Colombia protesta, Colombia está indignada.

No solo con las cifras en los distintos temas, que hacen viable un país, como la economía, la salud, el comercio exterior, el campo y la educación entre otros.

Dejan mucho que desear, es como si hubiéramos regresado 15 años  atrás.

Recordemos cuando el país gritaba ansioso por seguridad, y nuestras cifras eran tan tristes y desesperanzadoras como las de hoy.

No hay derecho que todo el trabajo que se hizo durante el gobierno de Álvaro Uribe Vélez, se haya tirado a la caneca, simplemente por buscar una paz mentirosa y por la envidia de un gobierno que llegó en el 2010, creyendo que había tocado el cielo, solo por llegar a la Presidencia y por sentir que se merecían ese puesto. Que era Colombia la que ganaba con ellos en el poder y no al revés.

Lo mejor de todo es que se les olvidó que fueron elegidos con los votos y tesís de Álvaro Uribe Vélez. Sin la menor duda.

La verdad es que lo calcularon perfectamente, con la misma maldad con que han gobernado, entregando a Colombia al terrorismo. Nadie puede negar la astucia que tienen para engañar, para mentir sin el menor sonrojo. Es que son unos merecidos y como tales se merecen todo.

Resulta que Colombia se dió cuenta del engaño y de la traición y se indignó. Es tal el rechazo que siente por el gobierno que hoy las encuestas lo tienen con un 17 % de favorabilidad. Absolutamente penoso.

Ni siquiera se inmutan, se preguntan qué es lo qué pasa, y porqué existe tal desencanto en Colombia. El desencanto es de los peores sentimientos, difícil de remontar.

Hoy estamos viviendo lo que va a ser Colombia con esa paz que no es nada distinto a la entrega del país a los antojos de las Farc. Es decir, entrega de la Constitución, del sistema judicial, de las tierras, del narcotráfico, como si nada.

No satisfechos con todo lo anterior, se inventan el fast- track, bautizado por el senador Iván Duque con mucho acierto como farc-track.  De allí sale la Justicia Especial para la Paz o para beneficiar a las Farc y perjudicar al resto, también sale el estatuto de la oposición, la reforma electoral, y otra serie de temas que nada tienen que ver con el proceso de paz.

Vivimos aterrados con los abusos del gobierno en Venezuela, lo último el cierre del parlamento por un tribunal superior de justicia, constituido por amigos de Nicolás Maduro.

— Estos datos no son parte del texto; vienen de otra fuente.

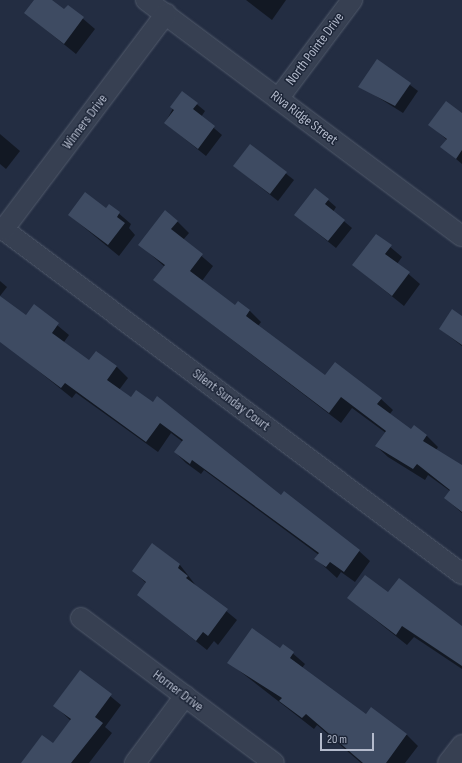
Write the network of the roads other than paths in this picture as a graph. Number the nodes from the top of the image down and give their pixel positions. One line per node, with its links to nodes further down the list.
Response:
1 (146, 0): 3 (street, Riva Ridge Street)
2 (352, 0): 4 (street, North Pointe Drive)
3 (166, 14): 4 (street, Riva Ridge Street); 5 (street, Winners Drive)
4 (278, 99): 6 (street, Riva Ridge Street)
5 (2, 228): 7 (street, Silent Sunday Court)
6 (462, 236)
7 (462, 574)
8 (81, 618): 9 (street, Horner Drive)
9 (185, 696): 11 (street); 12 (street, Horner Drive)
10 (462, 745): 13 (street)
11 (135, 763)
12 (274, 763)
13 (448, 763)

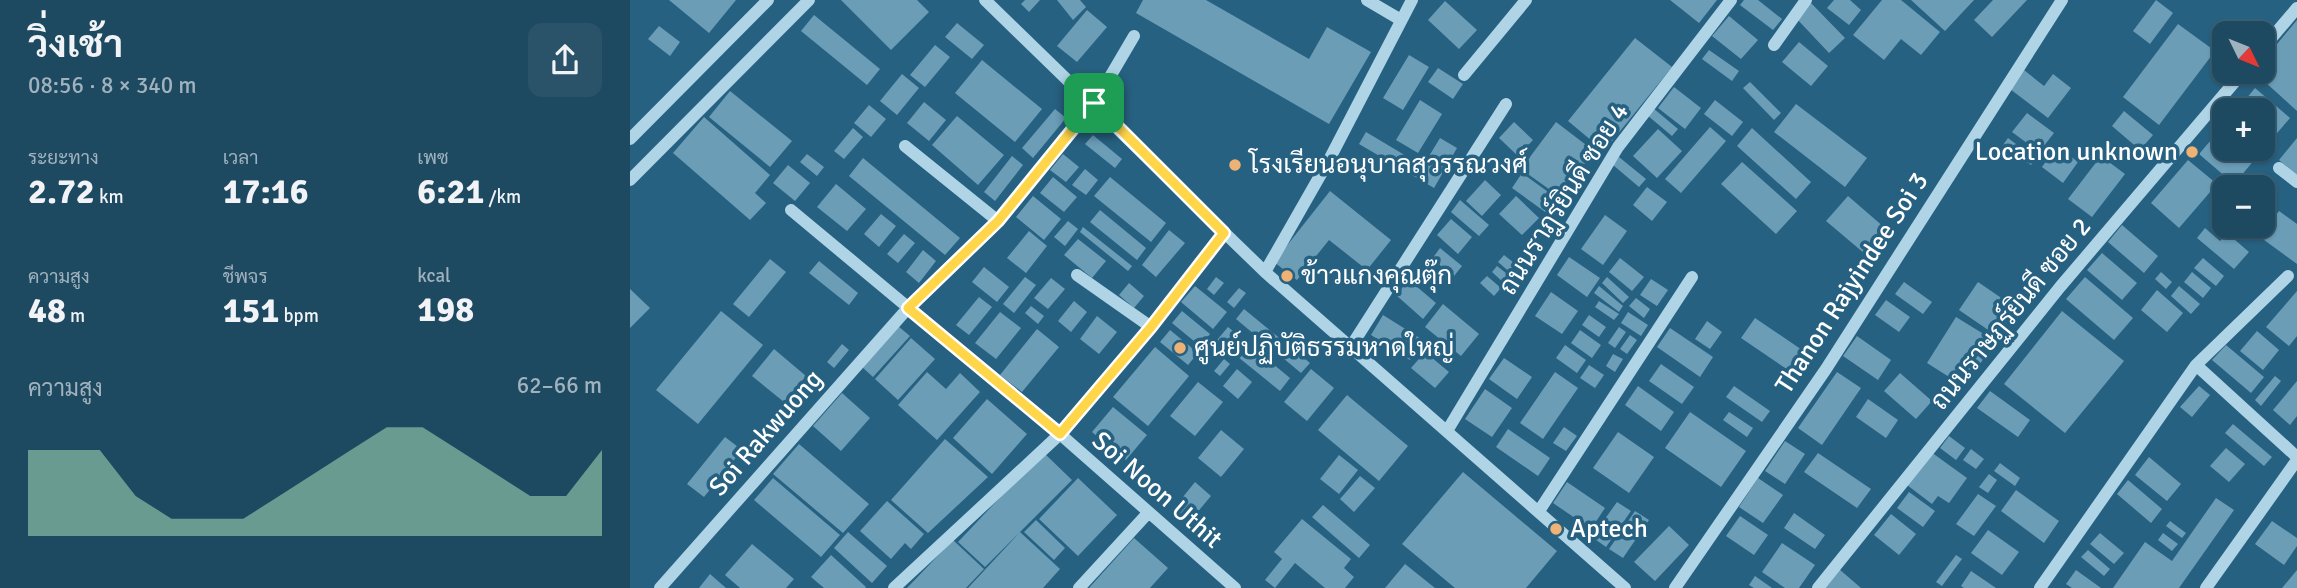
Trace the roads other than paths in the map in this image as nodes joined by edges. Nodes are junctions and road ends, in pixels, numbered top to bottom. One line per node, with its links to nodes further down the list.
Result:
1 (768, 0): 19 (street)
2 (809, 0): 22 (street)
3 (1367, 0): 11 (street)
4 (1412, 0): 11 (street)
5 (1526, 0): 15 (street)
6 (1731, 0): 35 (street, ถนนราฎร์ยินดี ซอย 4)
7 (1806, 0): 14 (street)
8 (2062, 0): 45 (street, Thanon Rajyindee Soi 3)
9 (987, 1): 17 (street)
10 (2297, 8): 12 (street)
11 (1401, 20): 27 (street)
12 (2275, 34)
13 (1134, 36): 17 (street, Soi Rakwuong)
14 (1774, 45)
15 (1464, 75)
16 (2233, 84): 46 (street, ถนนราษฏร์ยินดี ซอย 2)
17 (1094, 103): 25 (street, Soi Rakwuong); 26 (street)
18 (1506, 104): 33 (street)
19 (630, 139)
20 (905, 146): 25 (street)
21 (2279, 168): 23 (street)
22 (630, 180)
23 (2297, 182)
24 (791, 210): 31 (street, Soi Noon Uthit)
25 (998, 221): 31 (street, Soi Rakwuong)
26 (1224, 233): 27 (street); 32 (street)
27 (1265, 272): 33 (street)
28 (1077, 275): 32 (street)
29 (2288, 276): 34 (street)
30 (1692, 277): 38 (street)
31 (908, 308): 36 (street, Soi Noon Uthit); 40 (street, Soi Rakwuong)
32 (1151, 327): 36 (street)
33 (1350, 348): 35 (street)
34 (2196, 365): 37 (street); 47 (street)
35 (1447, 431): 38 (street)
36 (1060, 434): 39 (street, Soi Noon Uthit); 41 (street)
37 (2297, 458): 48 (street)
38 (1539, 510): 44 (street)
39 (1148, 513): 42 (street); 43 (street, Soi Noon Uthit)
40 (660, 588)
41 (894, 588)
42 (1079, 588)
43 (1235, 588)
44 (1625, 588)
45 (1675, 588)
46 (1818, 588)
47 (2040, 588)
48 (2206, 588)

Nuestro gobierno, como siempre arrodillado ante el dictador Nicolás Maduro, con unos comunicados débiles que no dicen absolutamente nada. Es decir, por el lado del gobierno colombiano, Maduro y sus secuaces pueden seguir acabando con ese pueblo que nosotros acá no sabemos nada.

Además de estar aterrados con lo que día a día pasa en Venezuela, no podemos dejar pasar lo que nos pasa aquí en nuestro parlamento. Con el Fast-Farc, el gobierno acabó con el, le quitó su capacidad legislativa, su capacidad de discusión y su independencia. La mermelada y la corrupción pueden con todo, es que no podemos olvidar, que según Santos, somos un pueblo con suerte ante semejante presidente que siempre mereció llegar a ese cargo. No es sino escuchar sus discursos. Todo es mundial, por primera vez en la historia, nunca antes visto.

Saben una cosa, yo estoy por creer que es verdad eso que dice Santos, mundialmente, nunca antes visto, y por primera vez en la historia, Colombia tiene un gobierno y un presidente incoherente, traicionero como ninguno, con cultivos ilícitos con crecimiento histórico, una justicia y un congreso sometidos al gobierno, más dependientes que nunca, alejado del pueblo como jamás antes visto, el más ostentoso en la historia de Colombia.

Un gobierno qué pasa con el espejo de la bruja de Blanca Nieves, espejito, espejito quien es el más inteligente, preparado y lindo? Pues ya se le rompió el espejo en millones de pedazos. Imposible repararlo.

P.D. Depende de nosotros recuperar el rumbo. La crítica sola no alcanza. Necesitamos firmeza y persistencia.